Task statement: What is the number of lines in the entries that include the word "Crums"? Respond with the number only.

..........

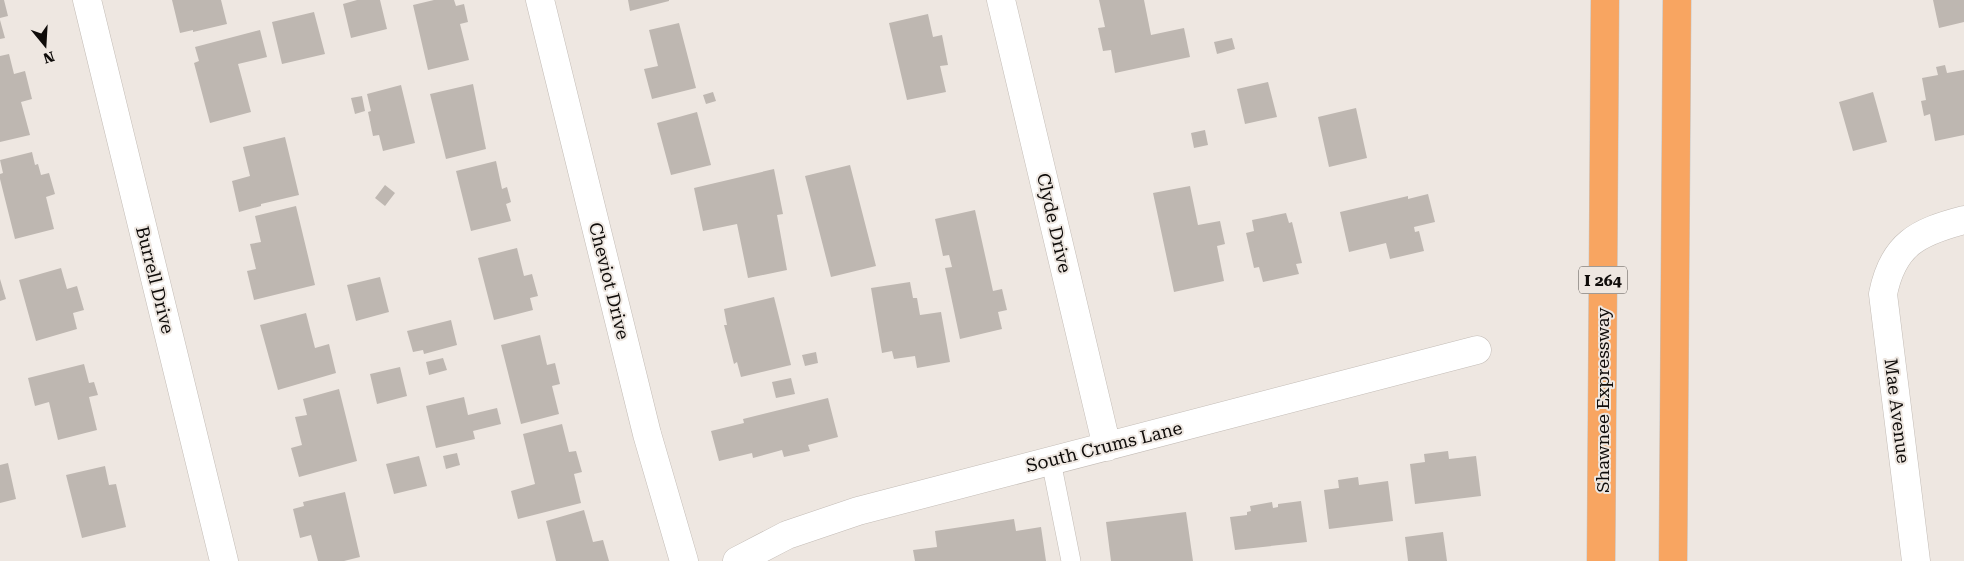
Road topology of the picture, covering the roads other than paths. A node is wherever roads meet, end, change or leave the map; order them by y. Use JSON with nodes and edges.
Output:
{"nodes":[{"id":1,"x":86,"y":0,"type":"edge"},
{"id":2,"x":540,"y":0,"type":"edge"},
{"id":3,"x":1000,"y":0,"type":"edge"},
{"id":4,"x":1605,"y":0,"type":"edge"},
{"id":5,"x":1677,"y":0,"type":"edge"},
{"id":6,"x":1964,"y":220,"type":"edge"},
{"id":7,"x":1477,"y":350,"type":"dead end"},
{"id":8,"x":1107,"y":447,"type":"junction"},
{"id":9,"x":1051,"y":461,"type":"junction"},
{"id":10,"x":224,"y":561,"type":"edge"},
{"id":11,"x":684,"y":561,"type":"edge"},
{"id":12,"x":737,"y":561,"type":"edge"},
{"id":13,"x":1071,"y":561,"type":"edge"},
{"id":14,"x":1601,"y":561,"type":"edge"},
{"id":15,"x":1674,"y":561,"type":"edge"},
{"id":16,"x":1916,"y":561,"type":"edge"}],
"edges":[{"from":1,"to":10,"type":"street","name":"Burrell Drive"},
{"from":2,"to":11,"type":"street","name":"Cheviot Drive"},
{"from":3,"to":8,"type":"street","name":"Clyde Drive"},
{"from":4,"to":14,"type":"highway","name":"Shawnee Expressway","number":"I 264"},
{"from":5,"to":15,"type":"highway"},
{"from":6,"to":16,"type":"street","name":"Mae Avenue"},
{"from":7,"to":8,"type":"street","name":"South Crums Lane"},
{"from":8,"to":9,"type":"street","name":"South Crums Lane"},
{"from":9,"to":12,"type":"street","name":"South Crums Lane"},
{"from":9,"to":13,"type":"lane"}]}
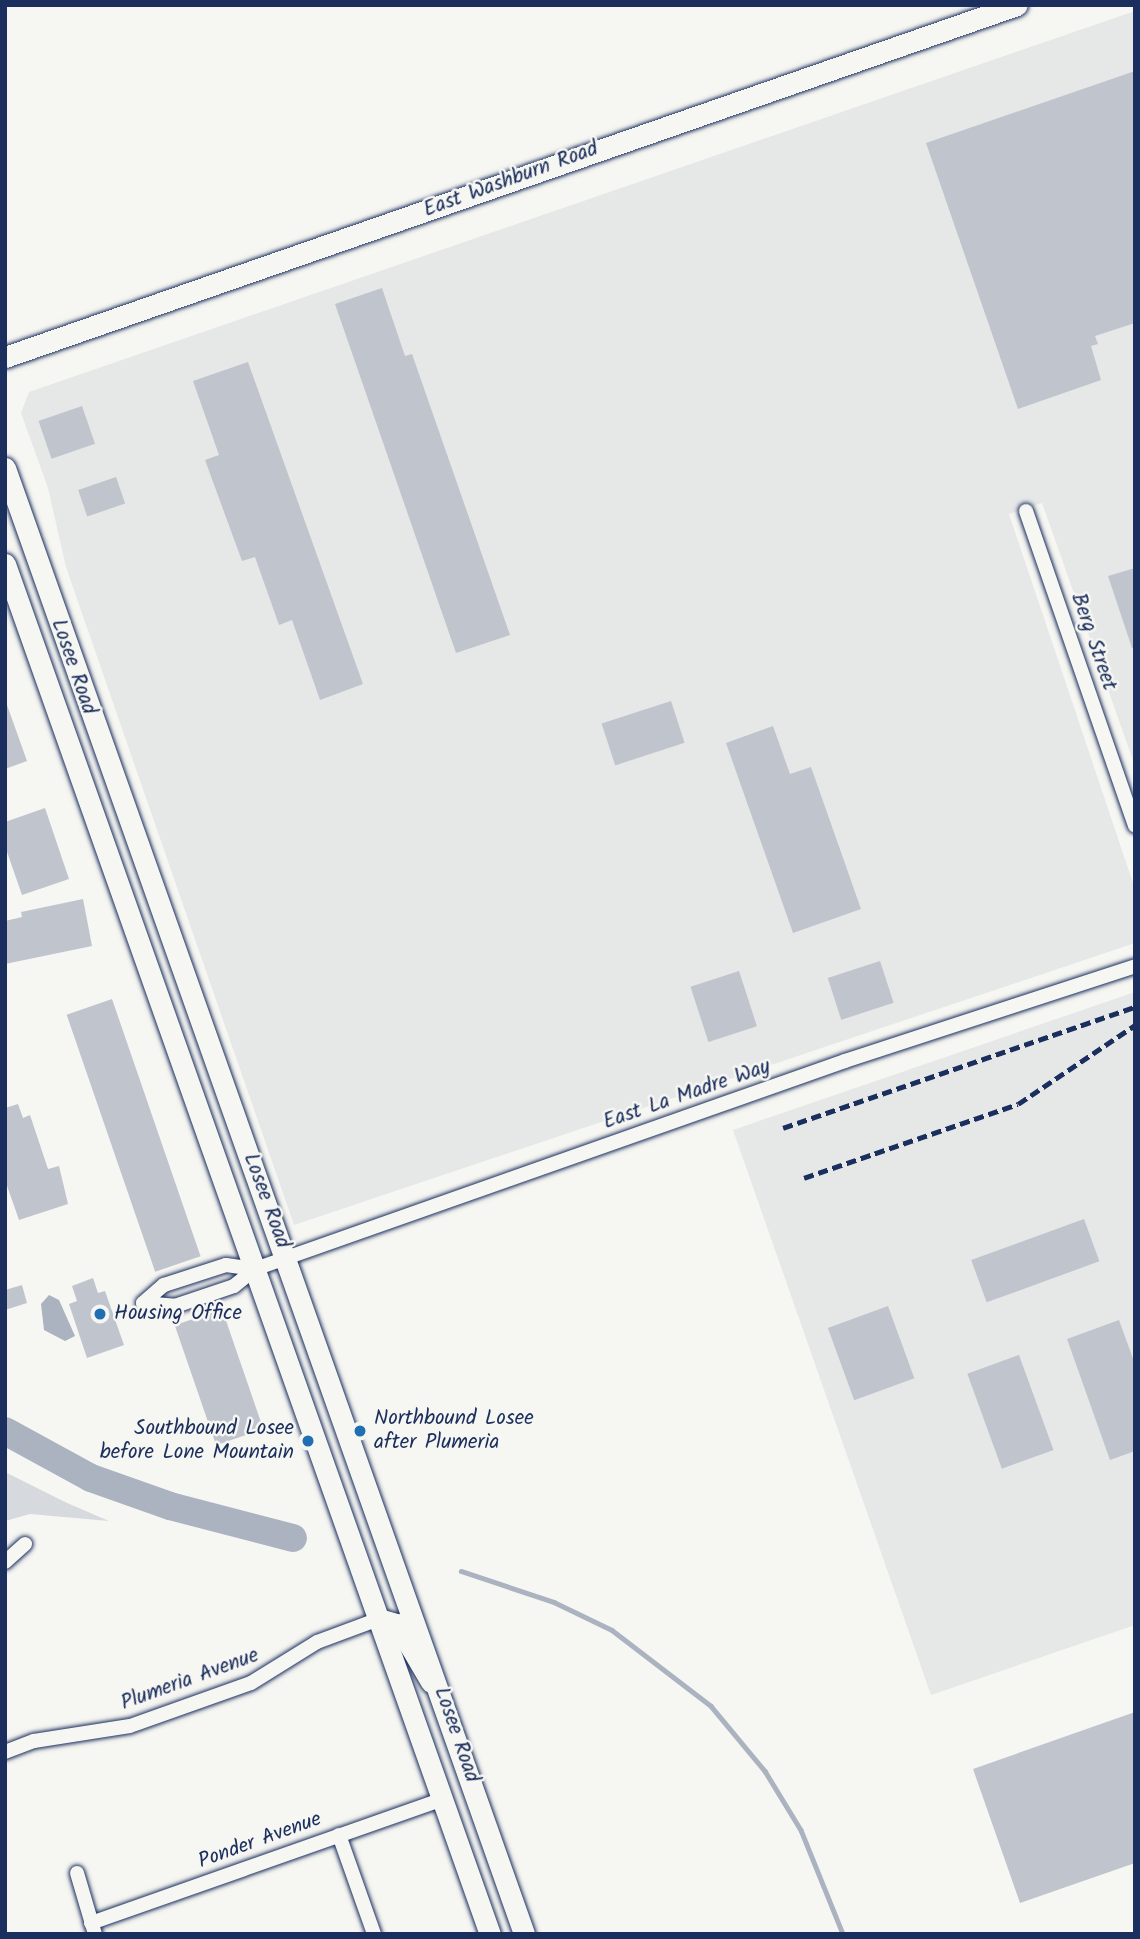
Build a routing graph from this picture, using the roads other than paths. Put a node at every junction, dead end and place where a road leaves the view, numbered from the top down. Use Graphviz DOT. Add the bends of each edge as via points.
graph roads {
  1 [pos="1017,5"];
  2 [pos="5,357"];
  3 [pos="5,468"];
  4 [pos="1026,511"];
  5 [pos="5,565"];
  6 [pos="1135,826"];
  7 [pos="1135,967"];
  8 [pos="286,1258"];
  9 [pos="254,1269"];
  10 [pos="25,1544"];
  11 [pos="5,1562"];
  12 [pos="379,1619"];
  13 [pos="443,1698"];
  14 [pos="5,1752"];
  15 [pos="443,1798"];
  16 [pos="339,1835"];
  17 [pos="77,1873"];
  18 [pos="93,1928"];
  19 [pos="374,1934"];
  20 [pos="490,1934"];
  21 [pos="524,1934"];
  1 -- 2 [label="main road, East Washburn Road"];
  3 -- 8 [label="main road, Losee Road"];
  4 -- 6 [label="street, Berg Street"];
  5 -- 9 [label="main road, Losee Road"];
  7 -- 8 [label="street, East La Madre Way" via="832,1066"];
  8 -- 9 [label="street, East La Madre Way"];
  8 -- 13 [label="main road, Losee Road"];
  9 -- 9 [label="street, East La Madre Way" via="226,1265 163,1285 143,1303 175,1306 234,1286"];
  9 -- 12 [label="main road, Losee Road"];
  10 -- 11 [label="street"];
  12 -- 13 [label="main road" via="397,1624 410,1654"];
  12 -- 14 [label="street, Plumeria Avenue" via="317,1642 251,1683 162,1715"];
  12 -- 15 [label="main road, Losee Road"];
  13 -- 21 [label="main road, Losee Road"];
  15 -- 16 [label="street, Ponder Avenue"];
  15 -- 20 [label="main road, Losee Road"];
  16 -- 18 [label="street, Ponder Avenue"];
  16 -- 19 [label="street"];
  17 -- 18 [label="street"];
}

..........

Reply: 3